Look how exuberant ascension is watched from the background by the ghost of minimalist geometry and stasis in Mr. Li´s Story; see how biting a big chunk from the brown compositional body deconstructs its completeness in Noon Knives; how one solar half is everything that the second liquid half is not, to acknowledge the legitimacy of the collage aesthetic in Ulysses is a Milkman; how a dark shiny hemisphere is planted next to blue aerial markers and dominates like an immense “black sun” planetary and stellar acrobatics in Master of the Three Paths. A checkered rectangle sternly guards the caprices of rococo embroideries and the impudence of graffiti in Kingdom.Clamoring oranges, blues, yellows, gold, rust black holes and black openings in The Chancellery of the Water clash with the visual and affective registers created by matte and soft grays where bloodless biomorphs float aiming to uncertain ends on the right in an untitled mirage.

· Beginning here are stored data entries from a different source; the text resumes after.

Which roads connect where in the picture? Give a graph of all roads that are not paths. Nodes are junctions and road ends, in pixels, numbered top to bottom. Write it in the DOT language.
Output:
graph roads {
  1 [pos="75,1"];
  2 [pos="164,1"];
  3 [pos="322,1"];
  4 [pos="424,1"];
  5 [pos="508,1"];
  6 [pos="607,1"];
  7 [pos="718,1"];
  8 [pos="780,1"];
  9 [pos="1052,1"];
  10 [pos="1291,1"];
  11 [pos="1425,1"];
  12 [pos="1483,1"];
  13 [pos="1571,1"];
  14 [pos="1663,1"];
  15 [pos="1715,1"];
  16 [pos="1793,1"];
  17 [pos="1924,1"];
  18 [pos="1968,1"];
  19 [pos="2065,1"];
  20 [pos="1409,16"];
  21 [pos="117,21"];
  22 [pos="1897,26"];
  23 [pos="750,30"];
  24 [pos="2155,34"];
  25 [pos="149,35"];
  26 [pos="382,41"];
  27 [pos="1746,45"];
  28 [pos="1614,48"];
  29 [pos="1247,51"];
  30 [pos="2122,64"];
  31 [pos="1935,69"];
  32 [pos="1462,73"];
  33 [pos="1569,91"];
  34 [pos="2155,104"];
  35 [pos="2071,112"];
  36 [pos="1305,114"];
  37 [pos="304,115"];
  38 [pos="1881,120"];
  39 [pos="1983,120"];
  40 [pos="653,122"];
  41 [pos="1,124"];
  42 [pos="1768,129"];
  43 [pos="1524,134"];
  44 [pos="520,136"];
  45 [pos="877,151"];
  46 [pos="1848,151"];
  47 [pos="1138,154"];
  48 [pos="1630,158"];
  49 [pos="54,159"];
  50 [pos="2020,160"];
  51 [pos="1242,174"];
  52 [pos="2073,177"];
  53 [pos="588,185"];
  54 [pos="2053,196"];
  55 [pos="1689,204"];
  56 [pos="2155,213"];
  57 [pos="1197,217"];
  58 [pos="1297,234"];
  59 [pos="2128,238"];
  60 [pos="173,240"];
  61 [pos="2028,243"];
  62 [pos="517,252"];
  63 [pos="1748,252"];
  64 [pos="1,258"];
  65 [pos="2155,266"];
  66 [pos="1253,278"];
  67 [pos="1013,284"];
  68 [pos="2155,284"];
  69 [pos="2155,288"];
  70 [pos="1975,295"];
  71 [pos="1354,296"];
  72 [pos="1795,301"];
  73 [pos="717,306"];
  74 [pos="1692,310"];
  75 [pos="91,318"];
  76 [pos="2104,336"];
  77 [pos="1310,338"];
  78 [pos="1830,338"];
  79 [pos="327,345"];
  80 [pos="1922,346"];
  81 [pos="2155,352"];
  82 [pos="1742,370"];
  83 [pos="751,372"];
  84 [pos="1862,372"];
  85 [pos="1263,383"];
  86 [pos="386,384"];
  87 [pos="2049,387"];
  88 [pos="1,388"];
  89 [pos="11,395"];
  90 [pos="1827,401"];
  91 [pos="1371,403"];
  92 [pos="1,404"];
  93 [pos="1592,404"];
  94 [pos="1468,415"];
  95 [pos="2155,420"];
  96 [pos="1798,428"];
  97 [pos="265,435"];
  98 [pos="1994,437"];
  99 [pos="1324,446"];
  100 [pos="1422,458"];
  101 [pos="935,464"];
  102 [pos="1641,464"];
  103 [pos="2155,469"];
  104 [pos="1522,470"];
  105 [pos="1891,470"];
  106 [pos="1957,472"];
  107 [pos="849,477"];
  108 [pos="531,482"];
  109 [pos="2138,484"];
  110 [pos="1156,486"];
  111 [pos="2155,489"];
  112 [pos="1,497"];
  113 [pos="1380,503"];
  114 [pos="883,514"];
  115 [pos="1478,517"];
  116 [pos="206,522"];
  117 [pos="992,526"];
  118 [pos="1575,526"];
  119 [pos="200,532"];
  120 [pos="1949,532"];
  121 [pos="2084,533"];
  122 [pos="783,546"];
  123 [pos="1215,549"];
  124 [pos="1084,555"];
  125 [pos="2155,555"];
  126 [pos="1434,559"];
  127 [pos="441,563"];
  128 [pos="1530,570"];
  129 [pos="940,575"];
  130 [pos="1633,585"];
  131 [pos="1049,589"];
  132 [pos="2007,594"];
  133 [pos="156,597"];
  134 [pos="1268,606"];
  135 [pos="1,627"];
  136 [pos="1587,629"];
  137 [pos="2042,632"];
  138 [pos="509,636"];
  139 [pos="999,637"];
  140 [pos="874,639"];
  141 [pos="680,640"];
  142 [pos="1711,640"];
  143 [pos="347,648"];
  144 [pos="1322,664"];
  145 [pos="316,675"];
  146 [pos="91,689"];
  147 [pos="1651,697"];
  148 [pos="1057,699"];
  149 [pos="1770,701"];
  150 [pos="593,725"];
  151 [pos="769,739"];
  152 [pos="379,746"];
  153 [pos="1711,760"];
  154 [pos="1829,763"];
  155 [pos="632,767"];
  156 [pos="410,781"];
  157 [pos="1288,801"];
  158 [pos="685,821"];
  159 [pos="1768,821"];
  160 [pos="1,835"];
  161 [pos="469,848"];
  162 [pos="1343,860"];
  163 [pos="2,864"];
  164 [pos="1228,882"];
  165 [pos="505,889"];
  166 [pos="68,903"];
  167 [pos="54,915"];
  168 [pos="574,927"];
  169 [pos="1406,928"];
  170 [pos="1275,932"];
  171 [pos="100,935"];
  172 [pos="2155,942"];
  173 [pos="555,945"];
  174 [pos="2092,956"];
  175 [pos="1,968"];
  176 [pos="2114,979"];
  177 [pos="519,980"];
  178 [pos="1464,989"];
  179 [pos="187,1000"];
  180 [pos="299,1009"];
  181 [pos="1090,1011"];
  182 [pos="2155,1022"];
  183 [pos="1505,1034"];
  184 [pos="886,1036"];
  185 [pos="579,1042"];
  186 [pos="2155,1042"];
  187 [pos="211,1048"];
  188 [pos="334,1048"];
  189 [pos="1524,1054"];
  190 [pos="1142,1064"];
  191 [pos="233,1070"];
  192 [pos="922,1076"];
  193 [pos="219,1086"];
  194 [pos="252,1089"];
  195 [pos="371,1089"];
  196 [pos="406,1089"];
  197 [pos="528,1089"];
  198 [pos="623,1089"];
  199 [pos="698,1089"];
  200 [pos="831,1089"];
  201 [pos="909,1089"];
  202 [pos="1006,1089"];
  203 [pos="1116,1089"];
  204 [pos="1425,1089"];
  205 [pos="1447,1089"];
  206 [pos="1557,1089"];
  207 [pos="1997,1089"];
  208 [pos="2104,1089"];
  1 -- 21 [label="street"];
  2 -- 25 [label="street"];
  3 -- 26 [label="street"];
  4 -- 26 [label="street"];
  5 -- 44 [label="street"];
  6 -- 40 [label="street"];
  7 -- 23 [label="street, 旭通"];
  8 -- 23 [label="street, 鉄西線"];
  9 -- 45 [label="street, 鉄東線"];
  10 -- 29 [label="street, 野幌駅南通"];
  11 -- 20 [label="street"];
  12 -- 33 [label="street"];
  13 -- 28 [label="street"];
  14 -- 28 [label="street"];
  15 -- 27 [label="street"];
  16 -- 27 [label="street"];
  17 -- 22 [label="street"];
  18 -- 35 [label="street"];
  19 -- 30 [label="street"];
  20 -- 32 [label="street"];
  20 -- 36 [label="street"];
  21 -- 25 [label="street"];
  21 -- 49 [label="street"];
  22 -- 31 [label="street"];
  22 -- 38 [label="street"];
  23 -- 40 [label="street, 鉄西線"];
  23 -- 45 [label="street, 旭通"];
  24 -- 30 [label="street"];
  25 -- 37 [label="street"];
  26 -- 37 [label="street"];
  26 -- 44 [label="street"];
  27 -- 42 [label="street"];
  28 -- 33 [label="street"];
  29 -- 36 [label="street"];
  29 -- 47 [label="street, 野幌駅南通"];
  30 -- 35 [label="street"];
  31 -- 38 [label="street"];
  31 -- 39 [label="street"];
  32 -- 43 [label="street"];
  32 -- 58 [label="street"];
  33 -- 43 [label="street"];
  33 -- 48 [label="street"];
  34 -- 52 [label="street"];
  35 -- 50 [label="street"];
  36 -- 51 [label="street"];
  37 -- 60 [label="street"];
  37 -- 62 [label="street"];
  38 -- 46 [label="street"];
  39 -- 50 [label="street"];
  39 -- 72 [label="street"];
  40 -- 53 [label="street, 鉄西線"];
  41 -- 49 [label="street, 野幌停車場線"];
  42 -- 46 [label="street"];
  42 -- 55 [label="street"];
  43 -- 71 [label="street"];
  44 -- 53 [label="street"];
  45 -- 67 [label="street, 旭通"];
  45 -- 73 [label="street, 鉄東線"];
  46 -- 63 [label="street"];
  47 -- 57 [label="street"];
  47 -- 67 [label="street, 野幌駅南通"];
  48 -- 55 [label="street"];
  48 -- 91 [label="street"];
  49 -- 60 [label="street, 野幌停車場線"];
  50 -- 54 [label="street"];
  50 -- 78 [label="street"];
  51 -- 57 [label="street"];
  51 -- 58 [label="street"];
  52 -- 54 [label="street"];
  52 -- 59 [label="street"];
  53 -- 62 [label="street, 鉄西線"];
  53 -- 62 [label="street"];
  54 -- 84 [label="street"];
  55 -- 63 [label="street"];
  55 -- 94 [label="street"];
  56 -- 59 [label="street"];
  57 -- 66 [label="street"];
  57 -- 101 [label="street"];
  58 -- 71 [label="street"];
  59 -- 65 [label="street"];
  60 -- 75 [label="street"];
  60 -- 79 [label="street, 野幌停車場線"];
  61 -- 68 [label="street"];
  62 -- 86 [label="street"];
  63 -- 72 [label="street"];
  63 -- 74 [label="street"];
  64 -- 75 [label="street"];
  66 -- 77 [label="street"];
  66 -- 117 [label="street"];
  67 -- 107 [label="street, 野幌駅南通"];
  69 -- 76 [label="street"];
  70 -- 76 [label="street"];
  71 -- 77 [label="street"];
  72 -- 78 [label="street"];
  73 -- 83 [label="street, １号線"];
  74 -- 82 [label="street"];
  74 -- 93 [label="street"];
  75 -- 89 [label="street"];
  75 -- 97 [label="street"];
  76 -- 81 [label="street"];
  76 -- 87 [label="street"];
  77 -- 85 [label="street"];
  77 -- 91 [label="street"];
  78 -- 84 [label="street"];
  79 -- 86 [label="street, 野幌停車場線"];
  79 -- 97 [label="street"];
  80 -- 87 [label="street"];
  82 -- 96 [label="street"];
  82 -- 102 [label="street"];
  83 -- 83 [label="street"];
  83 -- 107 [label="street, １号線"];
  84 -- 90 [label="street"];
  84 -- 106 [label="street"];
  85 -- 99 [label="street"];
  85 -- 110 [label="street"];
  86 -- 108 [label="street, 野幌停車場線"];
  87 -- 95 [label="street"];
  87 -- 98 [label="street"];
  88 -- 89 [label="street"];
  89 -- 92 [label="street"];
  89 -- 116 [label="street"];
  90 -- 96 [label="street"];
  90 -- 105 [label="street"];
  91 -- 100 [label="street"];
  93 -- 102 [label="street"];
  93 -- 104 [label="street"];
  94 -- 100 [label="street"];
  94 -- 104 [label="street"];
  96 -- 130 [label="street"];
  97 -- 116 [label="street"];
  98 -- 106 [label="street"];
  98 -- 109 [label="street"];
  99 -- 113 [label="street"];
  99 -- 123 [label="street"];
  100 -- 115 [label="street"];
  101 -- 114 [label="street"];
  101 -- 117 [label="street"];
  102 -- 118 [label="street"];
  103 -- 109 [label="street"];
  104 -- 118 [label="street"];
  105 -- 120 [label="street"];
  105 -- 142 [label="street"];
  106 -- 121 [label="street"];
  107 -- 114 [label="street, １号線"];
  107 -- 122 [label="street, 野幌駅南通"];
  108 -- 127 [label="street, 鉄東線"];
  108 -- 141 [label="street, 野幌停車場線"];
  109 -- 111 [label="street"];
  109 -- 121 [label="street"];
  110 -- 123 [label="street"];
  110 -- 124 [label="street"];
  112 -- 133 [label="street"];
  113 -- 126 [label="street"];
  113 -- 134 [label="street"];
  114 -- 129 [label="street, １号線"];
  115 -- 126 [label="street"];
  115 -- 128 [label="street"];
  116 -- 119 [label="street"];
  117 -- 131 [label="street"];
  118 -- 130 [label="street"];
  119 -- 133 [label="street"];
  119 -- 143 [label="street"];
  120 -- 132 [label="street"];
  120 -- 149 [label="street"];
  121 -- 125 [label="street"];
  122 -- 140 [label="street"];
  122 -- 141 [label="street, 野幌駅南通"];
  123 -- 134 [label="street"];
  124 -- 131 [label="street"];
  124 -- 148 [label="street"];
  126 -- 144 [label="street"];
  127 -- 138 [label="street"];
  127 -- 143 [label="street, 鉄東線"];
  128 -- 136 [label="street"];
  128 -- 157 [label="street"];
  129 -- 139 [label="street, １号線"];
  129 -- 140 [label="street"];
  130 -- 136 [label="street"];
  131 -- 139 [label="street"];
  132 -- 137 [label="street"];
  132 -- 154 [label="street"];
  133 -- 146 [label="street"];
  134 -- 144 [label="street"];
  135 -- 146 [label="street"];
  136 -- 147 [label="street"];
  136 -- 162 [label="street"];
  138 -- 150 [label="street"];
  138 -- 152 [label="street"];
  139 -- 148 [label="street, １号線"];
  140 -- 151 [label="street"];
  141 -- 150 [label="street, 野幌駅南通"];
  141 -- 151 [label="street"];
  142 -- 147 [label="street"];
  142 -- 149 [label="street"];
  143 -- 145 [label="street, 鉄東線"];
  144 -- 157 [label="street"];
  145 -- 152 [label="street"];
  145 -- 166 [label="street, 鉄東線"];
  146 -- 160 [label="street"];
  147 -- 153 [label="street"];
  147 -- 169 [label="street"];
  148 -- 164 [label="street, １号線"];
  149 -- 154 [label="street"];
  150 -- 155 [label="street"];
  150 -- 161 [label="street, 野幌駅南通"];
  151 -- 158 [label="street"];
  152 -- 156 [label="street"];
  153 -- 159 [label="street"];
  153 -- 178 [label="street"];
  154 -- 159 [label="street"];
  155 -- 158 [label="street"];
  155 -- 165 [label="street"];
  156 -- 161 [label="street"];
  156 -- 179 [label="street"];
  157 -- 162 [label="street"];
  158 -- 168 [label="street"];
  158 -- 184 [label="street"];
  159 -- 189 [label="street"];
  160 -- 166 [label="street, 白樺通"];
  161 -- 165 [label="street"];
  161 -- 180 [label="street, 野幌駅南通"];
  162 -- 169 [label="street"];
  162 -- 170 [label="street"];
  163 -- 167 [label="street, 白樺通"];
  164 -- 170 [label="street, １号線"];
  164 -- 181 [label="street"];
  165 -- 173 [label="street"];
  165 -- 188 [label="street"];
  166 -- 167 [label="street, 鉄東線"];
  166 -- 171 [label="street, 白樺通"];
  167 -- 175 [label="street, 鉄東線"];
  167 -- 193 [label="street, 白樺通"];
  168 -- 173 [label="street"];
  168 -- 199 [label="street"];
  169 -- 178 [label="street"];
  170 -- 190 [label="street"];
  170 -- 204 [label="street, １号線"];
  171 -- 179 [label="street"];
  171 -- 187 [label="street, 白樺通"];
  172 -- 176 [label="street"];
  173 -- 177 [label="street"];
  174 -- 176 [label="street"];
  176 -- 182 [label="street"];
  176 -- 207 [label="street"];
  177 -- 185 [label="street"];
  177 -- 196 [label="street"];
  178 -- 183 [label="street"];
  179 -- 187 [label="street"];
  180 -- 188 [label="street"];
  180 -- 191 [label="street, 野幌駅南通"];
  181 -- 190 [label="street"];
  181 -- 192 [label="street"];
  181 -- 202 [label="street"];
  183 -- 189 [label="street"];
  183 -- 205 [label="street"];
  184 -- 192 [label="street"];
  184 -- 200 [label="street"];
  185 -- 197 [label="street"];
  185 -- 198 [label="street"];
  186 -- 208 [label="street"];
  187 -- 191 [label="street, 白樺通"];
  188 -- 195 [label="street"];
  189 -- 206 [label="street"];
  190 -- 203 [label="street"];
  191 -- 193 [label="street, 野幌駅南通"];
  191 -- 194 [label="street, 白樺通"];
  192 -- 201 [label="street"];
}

Horror of the vacuum in Blue Chasm contradicts the bursts of radiating entropy in Space Conquered Time, The Conqueror and seems to target the unsuspecting, undulating dew in Blue Skies. Squares, polygons, rectilinear and arched stripes circulate on the roof of a dusty city in Ashes To Ashes.A piece of the gestural hurricane above falls into the zone of soothing silence below coiling like a satiated snail inside its spiral shell in In Order to Speak. Porter´s whimsical, ironic and allusive titles steadily spell out her love for poetry and music, her insight into their correspondences. Her paintings of passion, space, decision and care, sing.